Below are the case studies you will be exploring. Even if you have no knowledge or interest in the specific industries, the techniques you will practice are applicable everywhere. For example, finding bank clients most likely to go into default is an instance of a general and common data science challenge: Find the ________ most likely to _________. No knowledge of any of these applications is needed. In each case, think about your own issues and how you might use the techniques.

Personal finance

Data file: Individual expenditures over 5 months

Issue: Where is all my money going?

Consultant billing

Data file: Daily time and activity log

Issue: Billing each client, tracking work hours and income

Retail sales

Data file: anonymized customer purchase data

Issue: Find customers with similar buying patterns or items with similar customers for cross-marketing

Banking

Data file: Demographic and financial data for customers

Issue: Find a reasonably large category of customers who are more likely to go into default

Marketing

Data file: Customer demographics and marketing campaign data

Issue: How to increase marketing effectiveness. Specifically, focusing on those customers who had not been contacted before, find the best months for a marketing campaign

Market segmentation

Data file: Customer demographics and marketing campaign data

Issue: Can the customers be divided into segments for customized marketing? Quantify the benefit of using two different approaches rather than the same approach for everyone

Repeat marketing

Data file: Customer data on those who had been contacted previously

Issue: What is the effect of repeat marketing to the same customers? If they’ve turned down previous offers, is it a waste of time to contact them again?

Your own case study challenge

Data file: Whatever data you have available to work with

Issue: You choose. Apply the techniques you’ve learned to your own data and questions. This is the most important and rewarding of all the case study challenges.

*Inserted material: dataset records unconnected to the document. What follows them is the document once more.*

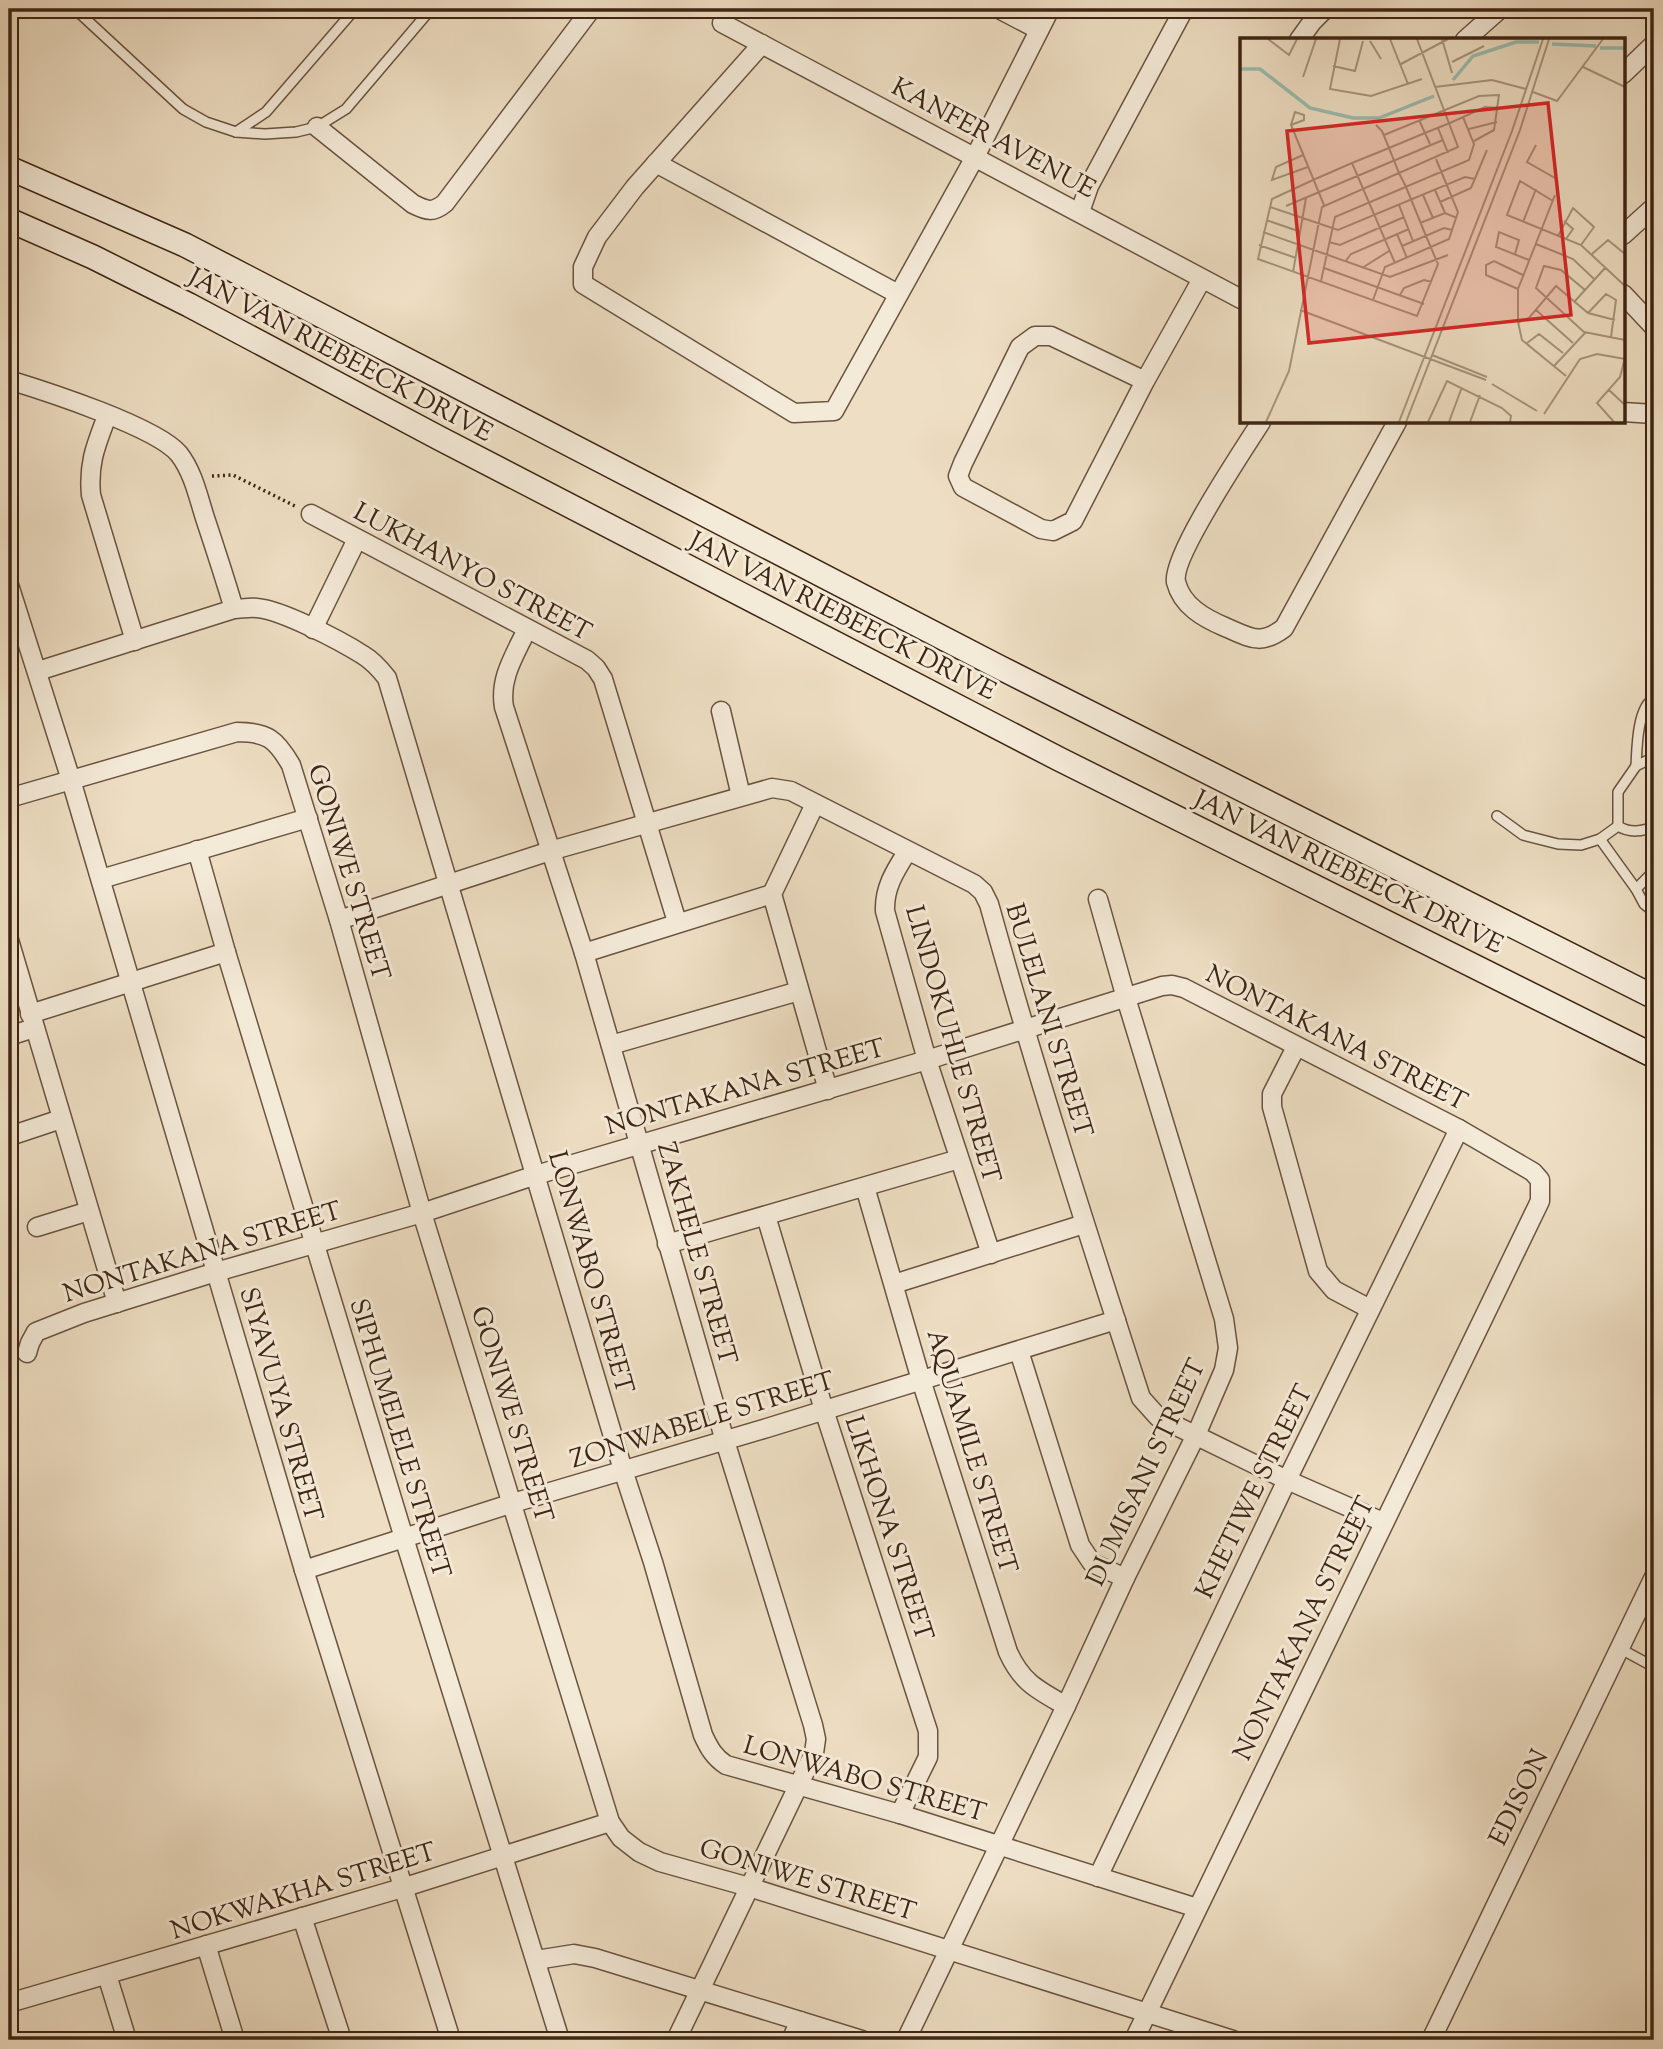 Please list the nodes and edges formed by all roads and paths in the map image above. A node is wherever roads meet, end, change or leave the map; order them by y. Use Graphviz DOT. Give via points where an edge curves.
graph roads {
  1 [pos="75,9"];
  2 [pos="355,9"];
  3 [pos="431,9"];
  4 [pos="999,9"];
  5 [pos="1050,9"];
  6 [pos="1184,9"];
  7 [pos="1325,9"];
  8 [pos="1500,9"];
  9 [pos="586,10"];
  10 [pos="722,23"];
  11 [pos="1040,30"];
  12 [pos="1300,38"];
  13 [pos="1467,38"];
  14 [pos="762,44"];
  15 [pos="1654,44"];
  16 [pos="1624,73"];
  17 [pos="317,127"];
  18 [pos="236,131"];
  19 [pos="975,157"];
  20 [pos="656,163"];
  21 [pos="9,167"];
  22 [pos="1654,207"];
  23 [pos="1080,212"];
  24 [pos="9,220"];
  25 [pos="1624,234"];
  26 [pos="1202,279"];
  27 [pos="898,294"];
  28 [pos="1624,295"];
  29 [pos="1240,298"];
  30 [pos="1654,327"];
  31 [pos="9,380"];
  32 [pos="1145,381"];
  33 [pos="1624,412"];
  34 [pos="1654,414"];
  35 [pos="107,416"];
  36 [pos="1260,424"];
  37 [pos="1396,424"];
  38 [pos="192,478"];
  39 [pos="311,514"];
  40 [pos="357,539"];
  41 [pos="9,585"];
  42 [pos="234,609"];
  43 [pos="313,629"];
  44 [pos="527,629"];
  45 [pos="135,641"];
  46 [pos="38,671"];
  47 [pos="1654,698"];
  48 [pos="721,711"];
  49 [pos="1654,757"];
  50 [pos="1636,766"];
  51 [pos="71,780"];
  52 [pos="741,796"];
  53 [pos="9,798"];
  54 [pos="815,804"];
  55 [pos="1497,816"];
  56 [pos="307,818"];
  57 [pos="648,824"];
  58 [pos="1618,826"];
  59 [pos="1654,826"];
  60 [pos="1600,839"];
  61 [pos="197,850"];
  62 [pos="551,851"];
  63 [pos="907,852"];
  64 [pos="1654,871"];
  65 [pos="101,879"];
  66 [pos="450,884"];
  67 [pos="1636,889"];
  68 [pos="772,894"];
  69 [pos="1098,899"];
  70 [pos="1654,912"];
  71 [pos="339,920"];
  72 [pos="677,922"];
  73 [pos="9,940"];
  74 [pos="226,952"];
  75 [pos="584,953"];
  76 [pos="130,982"];
  77 [pos="799,991"];
  78 [pos="1654,997"];
  79 [pos="1126,998"];
  80 [pos="32,1021"];
  81 [pos="1024,1031"];
  82 [pos="9,1036"];
  83 [pos="611,1045"];
  84 [pos="1296,1047"];
  85 [pos="1654,1056"];
  86 [pos="927,1060"];
  87 [pos="828,1090"];
  88 [pos="61,1119"];
  89 [pos="1459,1129"];
  90 [pos="13,1135"];
  91 [pos="638,1144"];
  92 [pos="959,1159"];
  93 [pos="536,1175"];
  94 [pos="866,1187"];
  95 [pos="89,1211"];
  96 [pos="422,1213"];
  97 [pos="766,1216"];
  98 [pos="1084,1224"];
  99 [pos="37,1227"];
  100 [pos="314,1244"];
  101 [pos="667,1244"];
  102 [pos="991,1254"];
  103 [pos="216,1272"];
  104 [pos="894,1284"];
  105 [pos="117,1303"];
  106 [pos="1370,1308"];
  107 [pos="1116,1320"];
  108 [pos="1019,1351"];
  109 [pos="27,1353"];
  110 [pos="921,1380"];
  111 [pos="824,1410"];
  112 [pos="1196,1435"];
  113 [pos="725,1441"];
  114 [pos="623,1471"];
  115 [pos="1287,1480"];
  116 [pos="513,1503"];
  117 [pos="1383,1522"];
  118 [pos="404,1538"];
  119 [pos="303,1570"];
  120 [pos="1125,1577"];
  121 [pos="1654,1577"];
  122 [pos="1619,1648"];
  123 [pos="1654,1667"];
  124 [pos="1066,1706"];
  125 [pos="798,1784"];
  126 [pos="900,1814"];
  127 [pos="610,1822"];
  128 [pos="1000,1845"];
  129 [pos="501,1858"];
  130 [pos="1098,1877"];
  131 [pos="749,1887"];
  132 [pos="402,1888"];
  133 [pos="1197,1908"];
  134 [pos="302,1917"];
  135 [pos="206,1945"];
  136 [pos="949,1950"];
  137 [pos="536,1960"];
  138 [pos="107,1975"];
  139 [pos="701,1989"];
  140 [pos="9,2003"];
  141 [pos="1146,2014"];
  142 [pos="800,2021"];
  143 [pos="127,2040"];
  144 [pos="235,2040"];
  145 [pos="342,2040"];
  146 [pos="451,2040"];
  147 [pos="560,2040"];
  148 [pos="676,2040"];
  149 [pos="790,2040"];
  150 [pos="862,2040"];
  151 [pos="906,2040"];
  152 [pos="1134,2040"];
  153 [pos="1233,2040"];
  154 [pos="1431,2040"];
  1 -- 18 [label="lane" via="183,109"];
  2 -- 18 [label="lane" via="267,112"];
  3 -- 17 [label="lane" via="346,110"];
  4 -- 11 [label="street"];
  5 -- 11 [label="street"];
  6 -- 23 [label="street" via="1089,186"];
  7 -- 12 [label="street"];
  8 -- 13 [label="street"];
  9 -- 17 [label="street" via="437,209 426,211 413,204"];
  10 -- 14 [label="street, KANFER AVENUE"];
  11 -- 19 [label="street"];
  14 -- 19 [label="street, KANFER AVENUE"];
  14 -- 20 [label="street"];
  15 -- 16 [label="street"];
  17 -- 18 [label="lane" via="265,134"];
  19 -- 23 [label="street, KANFER AVENUE"];
  19 -- 27 [label="street"];
  20 -- 27 [label="street"];
  20 -- 27 [label="street" via="597,237 583,267 583,284 794,413 834,411"];
  21 -- 78 [label="main road, JAN VAN RIEBEECK DRIVE" via="185,245 997,666"];
  22 -- 25 [label="street"];
  23 -- 26 [label="street, KANFER AVENUE"];
  24 -- 85 [label="main road, JAN VAN RIEBEECK DRIVE" via="189,305 1047,752"];
  26 -- 29 [label="street, KANFER AVENUE"];
  26 -- 32 [label="street"];
  28 -- 30 [label="street"];
  31 -- 35 [label="street"];
  32 -- 32 [label="street" via="1073,521 1053,531 1041,529 962,487 958,476 963,463 1020,347 1035,337 1051,336"];
  33 -- 34 [label="street"];
  35 -- 38 [label="street" via="161,439 178,453"];
  35 -- 45 [label="street" via="93,452 91,495"];
  36 -- 37 [label="street" via="1184,550 1175,579 1182,598 1204,618 1255,640 1272,637 1284,628"];
  38 -- 39 [label="path" via="233,475"];
  38 -- 42 [label="street"];
  39 -- 40 [label="street, LUKHANYO STREET"];
  40 -- 43 [label="street"];
  40 -- 44 [label="street, LUKHANYO STREET"];
  41 -- 46 [label="street, SIYAVUYA STREET"];
  42 -- 43 [label="street, LONWABO STREET" via="268,610"];
  42 -- 45 [label="street, LONWABO STREET"];
  43 -- 66 [label="street, LONWABO STREET" via="363,655 387,678"];
  44 -- 57 [label="street, LUKHANYO STREET" via="587,660 603,679"];
  44 -- 62 [label="street, ZAKHELE STREET" via="506,675 502,697"];
  45 -- 46 [label="street, LONWABO STREET"];
  46 -- 51 [label="street, SIYAVUYA STREET"];
  47 -- 50 [label="lane" via="1640,722"];
  48 -- 52 [label="street"];
  49 -- 50 [label="lane"];
  50 -- 58 [label="lane" via="1618,792"];
  51 -- 53 [label="street, GONIWE STREET"];
  51 -- 56 [label="street, GONIWE STREET" via="237,732 257,732 282,748"];
  51 -- 65 [label="street, SIYAVUYA STREET"];
  52 -- 54 [label="street, BULELANI STREET" via="783,789"];
  52 -- 57 [label="street, BULELANI STREET"];
  54 -- 63 [label="street, BULELANI STREET"];
  54 -- 68 [label="street"];
  55 -- 60 [label="lane" via="1523,835 1558,844 1581,845"];
  56 -- 61 [label="street"];
  56 -- 71 [label="street, GONIWE STREET"];
  57 -- 62 [label="street, BULELANI STREET"];
  57 -- 72 [label="street, LUKHANYO STREET"];
  58 -- 59 [label="lane" via="1626,831"];
  58 -- 60 [label="lane"];
  60 -- 67 [label="lane"];
  61 -- 65 [label="street"];
  61 -- 74 [label="street, SIPHUMELELE STREET"];
  62 -- 66 [label="street, BULELANI STREET"];
  62 -- 75 [label="street, ZAKHELE STREET"];
  63 -- 81 [label="street, BULELANI STREET" via="983,892"];
  63 -- 86 [label="street, LINDOKUHLE STREET" via="888,887 886,911"];
  64 -- 67 [label="lane"];
  65 -- 76 [label="street, SIYAVUYA STREET"];
  66 -- 71 [label="street, BULELANI STREET"];
  66 -- 93 [label="street, LONWABO STREET"];
  67 -- 70 [label="lane" via="1644,905"];
  68 -- 72 [label="street"];
  68 -- 77 [label="street"];
  69 -- 79 [label="street, DUMISANI STREET"];
  71 -- 96 [label="street, GONIWE STREET"];
  72 -- 75 [label="street"];
  73 -- 80 [label="street"];
  74 -- 76 [label="street"];
  74 -- 100 [label="street, SIPHUMELELE STREET"];
  75 -- 83 [label="street, ZAKHELE STREET"];
  76 -- 80 [label="street"];
  76 -- 103 [label="street, SIYAVUYA STREET"];
  77 -- 83 [label="street"];
  77 -- 87 [label="street"];
  79 -- 81 [label="street, NONTAKANA STREET"];
  79 -- 84 [label="street, NONTAKANA STREET" via="1162,986 1184,988"];
  79 -- 112 [label="street, DUMISANI STREET" via="1224,1320 1228,1348 1224,1370"];
  80 -- 82 [label="street"];
  80 -- 88 [label="street"];
  81 -- 86 [label="street, NONTAKANA STREET"];
  81 -- 98 [label="street, BULELANI STREET"];
  83 -- 91 [label="street, ZAKHELE STREET"];
  84 -- 89 [label="street, NONTAKANA STREET"];
  84 -- 106 [label="street" via="1277,1080 1272,1107 1314,1258 1334,1290"];
  86 -- 87 [label="street, NONTAKANA STREET"];
  86 -- 92 [label="street, LINDOKUHLE STREET"];
  87 -- 91 [label="street, NONTAKANA STREET"];
  88 -- 90 [label="street"];
  88 -- 95 [label="street"];
  89 -- 106 [label="street, KHETIWE STREET"];
  89 -- 117 [label="street, NONTAKANA STREET" via="1533,1172 1539,1180 1540,1201"];
  91 -- 93 [label="street, NONTAKANA STREET"];
  91 -- 101 [label="street, ZAKHELE STREET"];
  92 -- 94 [label="street"];
  92 -- 102 [label="street, LINDOKUHLE STREET"];
  93 -- 96 [label="street, NONTAKANA STREET"];
  93 -- 114 [label="street, LONWABO STREET"];
  94 -- 97 [label="street"];
  94 -- 104 [label="street, AQUAMILE STREET"];
  95 -- 99 [label="street"];
  95 -- 105 [label="street"];
  96 -- 100 [label="street, NONTAKANA STREET"];
  96 -- 116 [label="street, GONIWE STREET"];
  97 -- 101 [label="street"];
  97 -- 111 [label="street, LIKHONA STREET"];
  98 -- 102 [label="street"];
  98 -- 107 [label="street, BULELANI STREET"];
  100 -- 103 [label="street, NONTAKANA STREET"];
  100 -- 118 [label="street, SIPHUMELELE STREET"];
  101 -- 113 [label="street, ZAKHELE STREET"];
  102 -- 104 [label="street"];
  103 -- 105 [label="street, NONTAKANA STREET"];
  103 -- 119 [label="street, SIYAVUYA STREET"];
  104 -- 110 [label="street, AQUAMILE STREET"];
  105 -- 109 [label="street, NONTAKANA STREET" via="36,1332"];
  106 -- 115 [label="street, KHETIWE STREET"];
  107 -- 108 [label="street, ZONWABELE STREET"];
  107 -- 112 [label="street, BULELANI STREET" via="1148,1409"];
  108 -- 110 [label="street, ZONWABELE STREET"];
  108 -- 120 [label="street" via="1080,1545 1092,1563"];
  110 -- 111 [label="street, ZONWABELE STREET"];
  110 -- 124 [label="street, AQUAMILE STREET" via="1015,1667 1033,1687"];
  111 -- 113 [label="street, ZONWABELE STREET"];
  111 -- 126 [label="street, LIKHONA STREET" via="928,1731 928,1757"];
  112 -- 115 [label="street, BULELANI STREET"];
  112 -- 120 [label="street, DUMISANI STREET"];
  113 -- 114 [label="street, ZONWABELE STREET"];
  113 -- 125 [label="street, ZAKHELE STREET" via="816,1739"];
  114 -- 116 [label="street, ZONWABELE STREET"];
  114 -- 125 [label="street, LONWABO STREET" via="709,1749 726,1765"];
  115 -- 117 [label="street, BULELANI STREET"];
  115 -- 130 [label="street, KHETIWE STREET"];
  116 -- 118 [label="street, ZONWABELE STREET"];
  116 -- 127 [label="street, GONIWE STREET"];
  117 -- 133 [label="street, NONTAKANA STREET"];
  118 -- 119 [label="street, ZONWABELE STREET"];
  118 -- 129 [label="street, SIPHUMELELE STREET"];
  119 -- 132 [label="street, SIYAVUYA STREET"];
  120 -- 124 [label="street, DUMISANI STREET"];
  121 -- 122 [label="street, EDISON"];
  122 -- 123 [label="lane"];
  122 -- 154 [label="street, EDISON"];
  124 -- 128 [label="street, DUMISANI STREET"];
  125 -- 126 [label="street, LONWABO STREET"];
  125 -- 131 [label="street, ZAKHELE STREET"];
  126 -- 128 [label="street, LONWABO STREET"];
  127 -- 129 [label="street, NOKWAKHA STREET"];
  127 -- 131 [label="street, GONIWE STREET" via="621,1838 660,1862"];
  128 -- 130 [label="street, LONWABO STREET"];
  128 -- 136 [label="street, DUMISANI STREET"];
  129 -- 132 [label="street, NOKWAKHA STREET"];
  129 -- 137 [label="street, SIPHUMELELE STREET"];
  130 -- 133 [label="street, LONWABO STREET"];
  131 -- 136 [label="street, GONIWE STREET"];
  131 -- 139 [label="street"];
  132 -- 134 [label="street, NOKWAKHA STREET"];
  132 -- 146 [label="street, SIYAVUYA STREET"];
  133 -- 141 [label="street, NONTAKANA STREET"];
  134 -- 135 [label="street, NOKWAKHA STREET"];
  134 -- 145 [label="street"];
  135 -- 138 [label="street, NOKWAKHA STREET"];
  135 -- 144 [label="street"];
  136 -- 141 [label="street, GONIWE STREET"];
  136 -- 151 [label="street, DUMISANI STREET"];
  137 -- 139 [label="street" via="584,1956"];
  137 -- 147 [label="street, SIPHUMELELE STREET"];
  138 -- 140 [label="street, NOKWAKHA STREET"];
  138 -- 143 [label="street"];
  139 -- 142 [label="street"];
  139 -- 148 [label="street"];
  141 -- 152 [label="street"];
  141 -- 153 [label="street, GONIWE STREET"];
  142 -- 149 [label="street"];
  142 -- 150 [label="street"];
}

Why does a decision maker need to learn about Excel?

Excel has the reputation of being for “bean counters” and “number crunchers.” It seems to be about automating repetitive tasks and creating pretty graphs and static reports. But nothing you do is repetitive, and you want substance, not pretty. You need answers and Excel is just the tool to give you the flexibility and transparency to explore and discover. 

The problem is that Excel is crammed with features. No one can be an expert in all of them. A typical Excel book is over 1000 pages long and, even then, just explains how to operate Excel. It doesn’t tell you how to use Excel to solve your problems.

The good news is that you don’t need to learn all these features. There are a few specific features that will help you answer the questions you need to answer. Dig into them, find their power, and forget the rest. 

The key is in finding those few magic techniques that unlock the solutions to your specific problems. That’s why the courses in the series Excel for Decision Makers all start with a broad problem to be solved and present techniques from a wide variety of Excel features. The techniques in this class allow you to reorganize your data, focus in on key items, summarize in multiple ways and find the sweet spots and outliers. No cute graphics, no fluff.